More than half of the people in the territory are lowland Lao. The rest are tribal ethnic minorities such as Khamu. Substantial numbers of ethnic Vietnamese and Chinese.
Mainly Lao, but also various ethnic minority dialects, Vietnamese.
Till the middle of the 13th century the Lao tribes who had migrated from Southern China accepted Buddhism of the Theravada School as their religion. During the following centuries, Buddhist monks (the Sangha) exercised a strong influence on Laotian society. In popular Buddhism the traditional belief in guardian spirits (phi) and the wide-spread rites of of ancestor veneration mingled with Buddhist beliefs. During the 18th and 19th century, the Kingdom of Laos repeatedly was attacked and dominated by its neighbour Vietnam, but even more by its other neighbouring country, Siam.

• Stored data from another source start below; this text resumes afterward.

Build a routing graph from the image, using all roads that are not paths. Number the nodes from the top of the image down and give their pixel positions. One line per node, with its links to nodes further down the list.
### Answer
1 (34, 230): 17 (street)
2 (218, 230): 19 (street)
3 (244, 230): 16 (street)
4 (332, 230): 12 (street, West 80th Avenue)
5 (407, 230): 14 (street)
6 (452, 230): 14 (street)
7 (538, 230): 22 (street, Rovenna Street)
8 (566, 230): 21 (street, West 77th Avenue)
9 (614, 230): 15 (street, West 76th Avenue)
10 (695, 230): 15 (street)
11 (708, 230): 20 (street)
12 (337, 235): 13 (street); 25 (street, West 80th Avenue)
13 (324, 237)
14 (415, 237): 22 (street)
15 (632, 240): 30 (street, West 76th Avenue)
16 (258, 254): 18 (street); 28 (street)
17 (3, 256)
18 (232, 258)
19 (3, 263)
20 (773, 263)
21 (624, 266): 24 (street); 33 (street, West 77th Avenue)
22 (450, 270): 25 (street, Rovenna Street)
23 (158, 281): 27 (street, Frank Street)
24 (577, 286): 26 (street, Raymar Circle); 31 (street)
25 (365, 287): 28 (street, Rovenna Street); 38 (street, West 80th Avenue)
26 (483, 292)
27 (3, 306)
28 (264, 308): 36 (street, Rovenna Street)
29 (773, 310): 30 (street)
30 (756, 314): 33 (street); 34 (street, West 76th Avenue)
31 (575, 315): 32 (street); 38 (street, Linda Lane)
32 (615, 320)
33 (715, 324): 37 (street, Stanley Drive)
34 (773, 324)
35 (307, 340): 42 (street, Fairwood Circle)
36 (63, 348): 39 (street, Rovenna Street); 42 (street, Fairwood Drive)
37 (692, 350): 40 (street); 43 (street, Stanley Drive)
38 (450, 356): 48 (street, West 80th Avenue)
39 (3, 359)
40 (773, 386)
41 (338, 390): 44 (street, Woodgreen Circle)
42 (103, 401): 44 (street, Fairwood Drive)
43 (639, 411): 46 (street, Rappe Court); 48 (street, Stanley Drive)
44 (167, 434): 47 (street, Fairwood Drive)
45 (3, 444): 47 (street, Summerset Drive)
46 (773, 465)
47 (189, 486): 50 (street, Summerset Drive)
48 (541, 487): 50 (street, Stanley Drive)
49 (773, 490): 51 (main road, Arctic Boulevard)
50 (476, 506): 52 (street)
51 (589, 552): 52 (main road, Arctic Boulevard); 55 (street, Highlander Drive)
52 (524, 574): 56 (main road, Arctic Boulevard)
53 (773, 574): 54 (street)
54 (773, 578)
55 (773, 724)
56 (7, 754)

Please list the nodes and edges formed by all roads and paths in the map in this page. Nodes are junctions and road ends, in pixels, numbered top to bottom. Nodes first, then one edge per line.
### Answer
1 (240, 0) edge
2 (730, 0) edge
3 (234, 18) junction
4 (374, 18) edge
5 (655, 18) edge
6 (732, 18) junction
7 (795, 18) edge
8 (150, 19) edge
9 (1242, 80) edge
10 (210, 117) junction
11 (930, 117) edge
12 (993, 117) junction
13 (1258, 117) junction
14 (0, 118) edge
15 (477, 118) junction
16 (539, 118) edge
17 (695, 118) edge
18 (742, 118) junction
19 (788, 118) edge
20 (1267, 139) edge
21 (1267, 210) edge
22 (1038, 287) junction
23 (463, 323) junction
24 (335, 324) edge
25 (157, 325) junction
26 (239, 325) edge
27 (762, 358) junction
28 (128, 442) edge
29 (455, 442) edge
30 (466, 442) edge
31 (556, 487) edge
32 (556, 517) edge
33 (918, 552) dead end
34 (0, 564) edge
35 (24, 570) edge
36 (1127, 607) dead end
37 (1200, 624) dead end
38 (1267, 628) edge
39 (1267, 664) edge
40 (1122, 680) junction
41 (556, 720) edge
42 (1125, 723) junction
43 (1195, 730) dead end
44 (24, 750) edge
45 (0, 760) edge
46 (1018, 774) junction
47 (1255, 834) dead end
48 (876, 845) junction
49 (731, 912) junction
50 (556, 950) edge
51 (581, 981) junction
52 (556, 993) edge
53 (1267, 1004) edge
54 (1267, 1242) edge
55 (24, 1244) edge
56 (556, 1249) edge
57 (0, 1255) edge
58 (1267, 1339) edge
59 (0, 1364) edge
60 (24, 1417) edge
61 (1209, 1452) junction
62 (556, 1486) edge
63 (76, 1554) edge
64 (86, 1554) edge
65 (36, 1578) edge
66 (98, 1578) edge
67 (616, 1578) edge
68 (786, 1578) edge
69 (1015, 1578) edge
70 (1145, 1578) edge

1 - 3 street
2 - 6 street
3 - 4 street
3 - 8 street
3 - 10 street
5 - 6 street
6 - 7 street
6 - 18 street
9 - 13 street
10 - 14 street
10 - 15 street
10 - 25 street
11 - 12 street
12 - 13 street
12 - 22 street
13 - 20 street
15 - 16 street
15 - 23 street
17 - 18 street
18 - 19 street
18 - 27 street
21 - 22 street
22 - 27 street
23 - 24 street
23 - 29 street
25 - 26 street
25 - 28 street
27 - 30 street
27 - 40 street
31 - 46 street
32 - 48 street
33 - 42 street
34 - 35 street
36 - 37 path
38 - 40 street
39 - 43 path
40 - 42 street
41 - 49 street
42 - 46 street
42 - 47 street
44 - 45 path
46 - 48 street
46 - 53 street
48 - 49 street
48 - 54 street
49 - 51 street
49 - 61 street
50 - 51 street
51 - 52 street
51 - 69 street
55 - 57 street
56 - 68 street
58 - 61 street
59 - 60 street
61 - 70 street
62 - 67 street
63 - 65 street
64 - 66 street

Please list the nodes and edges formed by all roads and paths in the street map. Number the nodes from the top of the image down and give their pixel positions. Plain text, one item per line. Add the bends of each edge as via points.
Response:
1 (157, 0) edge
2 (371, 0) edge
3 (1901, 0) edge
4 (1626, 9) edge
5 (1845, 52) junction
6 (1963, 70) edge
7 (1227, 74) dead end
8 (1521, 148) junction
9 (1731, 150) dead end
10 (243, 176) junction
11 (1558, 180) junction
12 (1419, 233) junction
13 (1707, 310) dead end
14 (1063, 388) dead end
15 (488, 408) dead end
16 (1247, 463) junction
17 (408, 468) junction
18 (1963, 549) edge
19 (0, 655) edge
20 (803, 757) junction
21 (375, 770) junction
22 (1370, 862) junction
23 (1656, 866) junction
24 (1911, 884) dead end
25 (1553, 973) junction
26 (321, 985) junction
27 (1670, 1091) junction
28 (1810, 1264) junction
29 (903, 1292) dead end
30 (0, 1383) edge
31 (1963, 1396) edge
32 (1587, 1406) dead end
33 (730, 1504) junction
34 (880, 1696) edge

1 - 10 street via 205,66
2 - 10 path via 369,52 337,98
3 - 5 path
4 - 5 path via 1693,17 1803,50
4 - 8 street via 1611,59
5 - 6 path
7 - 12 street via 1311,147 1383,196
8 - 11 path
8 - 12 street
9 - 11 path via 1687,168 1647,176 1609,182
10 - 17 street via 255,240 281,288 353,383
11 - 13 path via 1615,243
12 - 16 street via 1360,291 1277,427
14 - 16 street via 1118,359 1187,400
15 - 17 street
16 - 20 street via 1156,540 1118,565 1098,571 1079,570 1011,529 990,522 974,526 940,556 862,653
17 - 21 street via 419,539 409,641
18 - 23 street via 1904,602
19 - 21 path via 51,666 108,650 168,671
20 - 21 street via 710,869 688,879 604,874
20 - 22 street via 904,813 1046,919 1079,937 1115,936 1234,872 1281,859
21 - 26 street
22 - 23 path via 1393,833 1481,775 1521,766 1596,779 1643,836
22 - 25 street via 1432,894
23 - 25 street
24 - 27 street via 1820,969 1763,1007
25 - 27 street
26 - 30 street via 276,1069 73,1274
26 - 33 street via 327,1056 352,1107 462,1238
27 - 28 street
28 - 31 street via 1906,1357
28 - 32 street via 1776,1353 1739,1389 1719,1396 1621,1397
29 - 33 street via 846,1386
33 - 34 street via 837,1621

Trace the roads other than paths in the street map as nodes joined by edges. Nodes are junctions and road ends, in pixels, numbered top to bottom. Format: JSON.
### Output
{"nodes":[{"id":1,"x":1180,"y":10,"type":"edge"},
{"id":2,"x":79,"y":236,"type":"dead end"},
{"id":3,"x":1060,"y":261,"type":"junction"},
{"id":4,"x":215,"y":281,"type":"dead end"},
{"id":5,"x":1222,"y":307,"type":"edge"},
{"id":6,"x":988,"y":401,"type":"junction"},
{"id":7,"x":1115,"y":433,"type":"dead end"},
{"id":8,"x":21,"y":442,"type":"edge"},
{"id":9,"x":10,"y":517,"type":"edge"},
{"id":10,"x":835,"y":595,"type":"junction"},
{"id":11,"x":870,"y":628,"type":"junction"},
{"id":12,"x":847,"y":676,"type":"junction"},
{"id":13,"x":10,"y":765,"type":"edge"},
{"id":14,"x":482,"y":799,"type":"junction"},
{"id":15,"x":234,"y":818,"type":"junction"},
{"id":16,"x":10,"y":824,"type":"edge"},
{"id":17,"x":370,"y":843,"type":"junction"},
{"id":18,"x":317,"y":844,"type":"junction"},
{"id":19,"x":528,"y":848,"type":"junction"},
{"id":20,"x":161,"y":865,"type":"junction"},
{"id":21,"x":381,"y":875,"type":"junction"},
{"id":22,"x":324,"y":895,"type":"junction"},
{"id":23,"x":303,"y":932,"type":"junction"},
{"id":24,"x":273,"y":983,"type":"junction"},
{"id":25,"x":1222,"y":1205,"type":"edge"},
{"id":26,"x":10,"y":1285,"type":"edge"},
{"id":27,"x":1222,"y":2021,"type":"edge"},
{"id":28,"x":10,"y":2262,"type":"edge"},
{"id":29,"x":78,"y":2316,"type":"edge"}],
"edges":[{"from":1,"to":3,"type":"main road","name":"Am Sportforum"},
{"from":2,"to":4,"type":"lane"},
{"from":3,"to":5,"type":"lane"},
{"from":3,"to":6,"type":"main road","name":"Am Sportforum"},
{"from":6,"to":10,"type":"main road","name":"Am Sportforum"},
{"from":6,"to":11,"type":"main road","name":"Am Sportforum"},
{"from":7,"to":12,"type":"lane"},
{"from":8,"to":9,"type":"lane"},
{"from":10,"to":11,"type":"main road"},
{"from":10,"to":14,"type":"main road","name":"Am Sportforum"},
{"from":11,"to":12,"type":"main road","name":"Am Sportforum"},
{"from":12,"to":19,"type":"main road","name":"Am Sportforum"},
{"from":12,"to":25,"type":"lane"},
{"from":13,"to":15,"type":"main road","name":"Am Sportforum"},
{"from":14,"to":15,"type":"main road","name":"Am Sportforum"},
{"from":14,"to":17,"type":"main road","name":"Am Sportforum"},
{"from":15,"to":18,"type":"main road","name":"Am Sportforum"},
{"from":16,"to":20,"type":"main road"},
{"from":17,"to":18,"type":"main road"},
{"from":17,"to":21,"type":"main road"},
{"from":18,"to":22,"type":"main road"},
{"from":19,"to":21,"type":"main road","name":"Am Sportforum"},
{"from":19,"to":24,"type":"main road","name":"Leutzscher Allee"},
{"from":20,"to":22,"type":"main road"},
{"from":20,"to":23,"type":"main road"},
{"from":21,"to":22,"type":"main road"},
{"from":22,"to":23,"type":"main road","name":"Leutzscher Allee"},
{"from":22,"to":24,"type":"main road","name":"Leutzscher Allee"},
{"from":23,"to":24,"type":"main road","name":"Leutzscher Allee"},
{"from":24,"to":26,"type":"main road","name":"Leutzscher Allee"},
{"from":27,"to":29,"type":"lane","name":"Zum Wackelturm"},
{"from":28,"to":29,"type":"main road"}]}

In 1893 the French entered Laos and turned Laos into a French Protectorate and de facto colony of France. The Laotian kings lost more of their political power, but managed to retain many other privileges.
From 1630 onwards, Catholic missionaries made several attempts to enter the country and to preach the gospel in Laos. Most missionary endeavours, however, remained episodes, because they did not result in the founding of a local Church. The first missionaries were Jesuits who reached Laos from Tongking.
The evangelization efforts of the missionaries of the Paris Foreign Mission Society (M.E.P.), who came to Laos in 1878, were more successful. They succeeded in building up an indigenous Church in Laos. Traditionally, Dec. 8, 1885 is accepted to have been the date of the birth of the Catholic Church in Laos, because on this day the first mission station in the then Kingdom of Laos was founded on the island Ban Dorn Don in the river Mekong.
Since 1935, also Oblate Fathers (OMI) came to Laos and concentrated their missionary work mostly in the tribal areas in the mountains, in the north of the country.
Before, in 1899, the Apostolic Vicariate of Laos was founded, from which in 1950 the Apostolic Prefecture Thakhek was separated which later, in 1958, was raised to an Apostolic Vicariate. At that time, the number of Catholics in Laos had reached 23,764 Catholics. It took a long time, before in 1963 the first indigernous Laotian was ordained to the priesthood.
Thakhek signifies in the Laotian language "landing place of foreigners" and thus keeps the memory alive that the foreign Catholic missioners built there their first mission station, from which further missionary activities were started.
A decade later, in 1974, the first Laotian priest was consecrated as a bishop. Between 1952-1967, an ecclesiastical restructuring took place and the Catholic Church in Laos was divided into four Apostolic Vicariates: Vientiane (1952), Luang Prabang (1963), Savannakhet (1963) and Pakse (1967).
Road is primary means of transport. Road system is quite good. A bridge links Savannakhet town with the Thai town of Mukdahan across the Mekong. Another bridge linking Thakhek with the Thai town of Nakhon Phanom is under construction and set to open on Nov. 11, 2011.
Agriculture, mainly rice cultivation. Timber. A large hydro-power project in Khammouan province. The territory is an important trading crossroad between Thailand and Vietnam.
All media are owned by the communist government. There are several Lao-language newspapers, 1 in English and 1 in French. 3 local TV channels. Cable TV available.
Mainly forested plains, river valleys and mountains. To the west is the Mekong, the river border with Thailand. To the east is the Annamite mountain range that borders Vietnam.